--- Information shown Enclosed Below ---

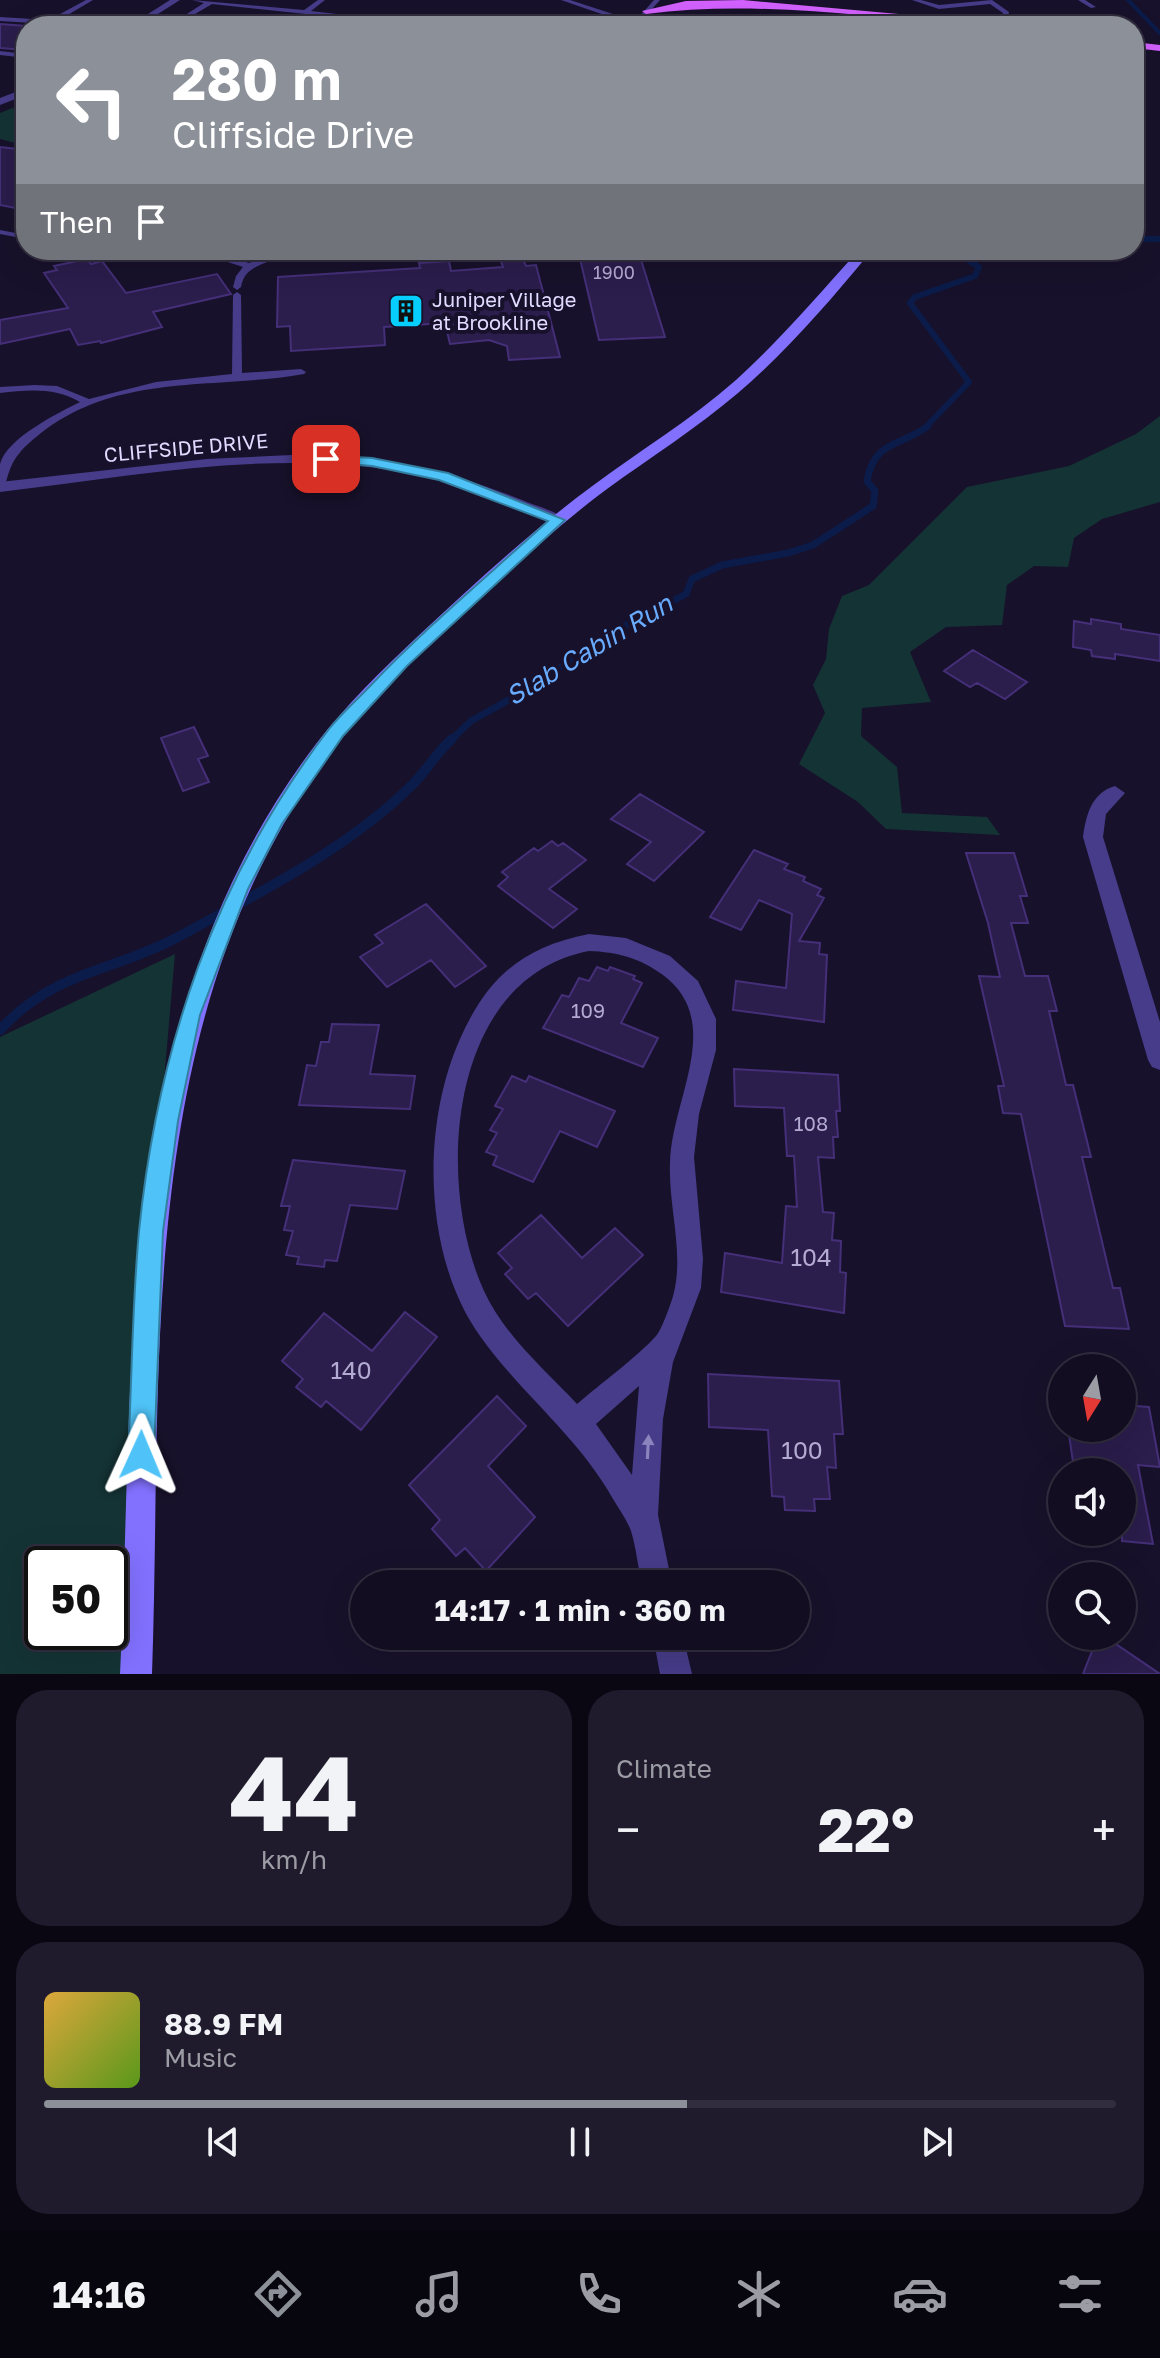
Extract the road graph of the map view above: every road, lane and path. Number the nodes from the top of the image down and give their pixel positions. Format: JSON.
{"nodes":[{"id":1,"x":90,"y":0,"type":"edge"},
{"id":2,"x":176,"y":0,"type":"edge"},
{"id":3,"x":195,"y":0,"type":"edge"},
{"id":4,"x":263,"y":0,"type":"edge"},
{"id":5,"x":312,"y":0,"type":"edge"},
{"id":6,"x":322,"y":0,"type":"edge"},
{"id":7,"x":564,"y":0,"type":"edge"},
{"id":8,"x":657,"y":0,"type":"edge"},
{"id":9,"x":715,"y":0,"type":"edge"},
{"id":10,"x":915,"y":0,"type":"edge"},
{"id":11,"x":1081,"y":0,"type":"edge"},
{"id":12,"x":990,"y":1,"type":"edge"},
{"id":13,"x":210,"y":2,"type":"edge"},
{"id":14,"x":280,"y":2,"type":"edge"},
{"id":15,"x":732,"y":2,"type":"edge"},
{"id":16,"x":857,"y":3,"type":"dead end"},
{"id":17,"x":880,"y":3,"type":"dead end"},
{"id":18,"x":1093,"y":7,"type":"dead end"},
{"id":19,"x":791,"y":8,"type":"junction"},
{"id":20,"x":813,"y":10,"type":"junction"},
{"id":21,"x":646,"y":11,"type":"junction"},
{"id":22,"x":305,"y":12,"type":"junction"},
{"id":23,"x":61,"y":16,"type":"edge"},
{"id":24,"x":153,"y":16,"type":"edge"},
{"id":25,"x":187,"y":16,"type":"edge"},
{"id":26,"x":342,"y":16,"type":"edge"},
{"id":27,"x":610,"y":16,"type":"edge"},
{"id":28,"x":642,"y":16,"type":"edge"},
{"id":29,"x":856,"y":16,"type":"edge"},
{"id":30,"x":868,"y":16,"type":"edge"},
{"id":31,"x":911,"y":16,"type":"edge"},
{"id":32,"x":1005,"y":16,"type":"edge"},
{"id":33,"x":229,"y":260,"type":"edge"},
{"id":34,"x":267,"y":260,"type":"dead end"},
{"id":35,"x":857,"y":260,"type":"edge"},
{"id":36,"x":249,"y":266,"type":"junction"},
{"id":37,"x":301,"y":372,"type":"dead end"},
{"id":38,"x":237,"y":378,"type":"junction"},
{"id":39,"x":0,"y":390,"type":"edge"},
{"id":40,"x":88,"y":402,"type":"junction"},
{"id":41,"x":0,"y":487,"type":"edge"},
{"id":42,"x":558,"y":520,"type":"junction"},
{"id":43,"x":1115,"y":793,"type":"dead end"},
{"id":44,"x":1160,"y":1060,"type":"edge"},
{"id":45,"x":668,"y":1341,"type":"junction"},
{"id":46,"x":576,"y":1424,"type":"junction"},
{"id":47,"x":644,"y":1525,"type":"junction"},
{"id":48,"x":654,"y":1570,"type":"edge"},
{"id":49,"x":671,"y":1650,"type":"edge"},
{"id":50,"x":136,"y":1674,"type":"edge"},
{"id":51,"x":676,"y":1674,"type":"edge"}],
"edges":[{"from":1,"to":23,"type":"lane"},
{"from":2,"to":24,"type":"street"},
{"from":3,"to":13,"type":"lane"},
{"from":4,"to":14,"type":"lane"},
{"from":5,"to":14,"type":"lane"},
{"from":6,"to":22,"type":"lane"},
{"from":7,"to":27,"type":"lane"},
{"from":8,"to":21,"type":"lane"},
{"from":9,"to":15,"type":"main road"},
{"from":10,"to":12,"type":"lane"},
{"from":11,"to":18,"type":"lane"},
{"from":12,"to":32,"type":"lane"},
{"from":13,"to":22,"type":"lane"},
{"from":13,"to":25,"type":"lane"},
{"from":15,"to":19,"type":"main road"},
{"from":15,"to":21,"type":"main road"},
{"from":16,"to":19,"type":"main road"},
{"from":17,"to":31,"type":"main road"},
{"from":19,"to":20,"type":"main road"},
{"from":20,"to":29,"type":"main road"},
{"from":20,"to":30,"type":"main road"},
{"from":21,"to":28,"type":"lane"},
{"from":22,"to":26,"type":"lane"},
{"from":33,"to":36,"type":"lane"},
{"from":34,"to":36,"type":"lane"},
{"from":35,"to":42,"type":"main road"},
{"from":36,"to":38,"type":"lane"},
{"from":37,"to":38,"type":"lane"},
{"from":38,"to":40,"type":"lane"},
{"from":39,"to":40,"type":"lane"},
{"from":40,"to":41,"type":"lane"},
{"from":41,"to":42,"type":"street","name":"CLIFFSIDE DRIVE"},
{"from":42,"to":50,"type":"main road"},
{"from":43,"to":44,"type":"street"},
{"from":45,"to":46,"type":"street"},
{"from":45,"to":46,"type":"street"},
{"from":47,"to":45,"type":"street","one_way":true},
{"from":46,"to":47,"type":"street"},
{"from":47,"to":48,"type":"street"},
{"from":49,"to":51,"type":"street"}]}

--- End of Enclosed Information shown ---

**Instructions for the task:** Retype all of the entries exactly as written, leaving out any images.

**Response to the exercise:**
Extract the road graph of the map view above: every road, lane and path. Number the nodes from the top of the image down and give their pixel positions. Format: JSON.
{"nodes":[{"id":1,"x":90,"y":0,"type":"edge"},
{"id":2,"x":176,"y":0,"type":"edge"},
{"id":3,"x":195,"y":0,"type":"edge"},
{"id":4,"x":263,"y":0,"type":"edge"},
{"id":5,"x":312,"y":0,"type":"edge"},
{"id":6,"x":322,"y":0,"type":"edge"},
{"id":7,"x":564,"y":0,"type":"edge"},
{"id":8,"x":657,"y":0,"type":"edge"},
{"id":9,"x":715,"y":0,"type":"edge"},
{"id":10,"x":915,"y":0,"type":"edge"},
{"id":11,"x":1081,"y":0,"type":"edge"},
{"id":12,"x":990,"y":1,"type":"edge"},
{"id":13,"x":210,"y":2,"type":"edge"},
{"id":14,"x":280,"y":2,"type":"edge"},
{"id":15,"x":732,"y":2,"type":"edge"},
{"id":16,"x":857,"y":3,"type":"dead end"},
{"id":17,"x":880,"y":3,"type":"dead end"},
{"id":18,"x":1093,"y":7,"type":"dead end"},
{"id":19,"x":791,"y":8,"type":"junction"},
{"id":20,"x":813,"y":10,"type":"junction"},
{"id":21,"x":646,"y":11,"type":"junction"},
{"id":22,"x":305,"y":12,"type":"junction"},
{"id":23,"x":61,"y":16,"type":"edge"},
{"id":24,"x":153,"y":16,"type":"edge"},
{"id":25,"x":187,"y":16,"type":"edge"},
{"id":26,"x":342,"y":16,"type":"edge"},
{"id":27,"x":610,"y":16,"type":"edge"},
{"id":28,"x":642,"y":16,"type":"edge"},
{"id":29,"x":856,"y":16,"type":"edge"},
{"id":30,"x":868,"y":16,"type":"edge"},
{"id":31,"x":911,"y":16,"type":"edge"},
{"id":32,"x":1005,"y":16,"type":"edge"},
{"id":33,"x":229,"y":260,"type":"edge"},
{"id":34,"x":267,"y":260,"type":"dead end"},
{"id":35,"x":857,"y":260,"type":"edge"},
{"id":36,"x":249,"y":266,"type":"junction"},
{"id":37,"x":301,"y":372,"type":"dead end"},
{"id":38,"x":237,"y":378,"type":"junction"},
{"id":39,"x":0,"y":390,"type":"edge"},
{"id":40,"x":88,"y":402,"type":"junction"},
{"id":41,"x":0,"y":487,"type":"edge"},
{"id":42,"x":558,"y":520,"type":"junction"},
{"id":43,"x":1115,"y":793,"type":"dead end"},
{"id":44,"x":1160,"y":1060,"type":"edge"},
{"id":45,"x":668,"y":1341,"type":"junction"},
{"id":46,"x":576,"y":1424,"type":"junction"},
{"id":47,"x":644,"y":1525,"type":"junction"},
{"id":48,"x":654,"y":1570,"type":"edge"},
{"id":49,"x":671,"y":1650,"type":"edge"},
{"id":50,"x":136,"y":1674,"type":"edge"},
{"id":51,"x":676,"y":1674,"type":"edge"}],
"edges":[{"from":1,"to":23,"type":"lane"},
{"from":2,"to":24,"type":"street"},
{"from":3,"to":13,"type":"lane"},
{"from":4,"to":14,"type":"lane"},
{"from":5,"to":14,"type":"lane"},
{"from":6,"to":22,"type":"lane"},
{"from":7,"to":27,"type":"lane"},
{"from":8,"to":21,"type":"lane"},
{"from":9,"to":15,"type":"main road"},
{"from":10,"to":12,"type":"lane"},
{"from":11,"to":18,"type":"lane"},
{"from":12,"to":32,"type":"lane"},
{"from":13,"to":22,"type":"lane"},
{"from":13,"to":25,"type":"lane"},
{"from":15,"to":19,"type":"main road"},
{"from":15,"to":21,"type":"main road"},
{"from":16,"to":19,"type":"main road"},
{"from":17,"to":31,"type":"main road"},
{"from":19,"to":20,"type":"main road"},
{"from":20,"to":29,"type":"main road"},
{"from":20,"to":30,"type":"main road"},
{"from":21,"to":28,"type":"lane"},
{"from":22,"to":26,"type":"lane"},
{"from":33,"to":36,"type":"lane"},
{"from":34,"to":36,"type":"lane"},
{"from":35,"to":42,"type":"main road"},
{"from":36,"to":38,"type":"lane"},
{"from":37,"to":38,"type":"lane"},
{"from":38,"to":40,"type":"lane"},
{"from":39,"to":40,"type":"lane"},
{"from":40,"to":41,"type":"lane"},
{"from":41,"to":42,"type":"street","name":"CLIFFSIDE DRIVE"},
{"from":42,"to":50,"type":"main road"},
{"from":43,"to":44,"type":"street"},
{"from":45,"to":46,"type":"street"},
{"from":45,"to":46,"type":"street"},
{"from":47,"to":45,"type":"street","one_way":true},
{"from":46,"to":47,"type":"street"},
{"from":47,"to":48,"type":"street"},
{"from":49,"to":51,"type":"street"}]}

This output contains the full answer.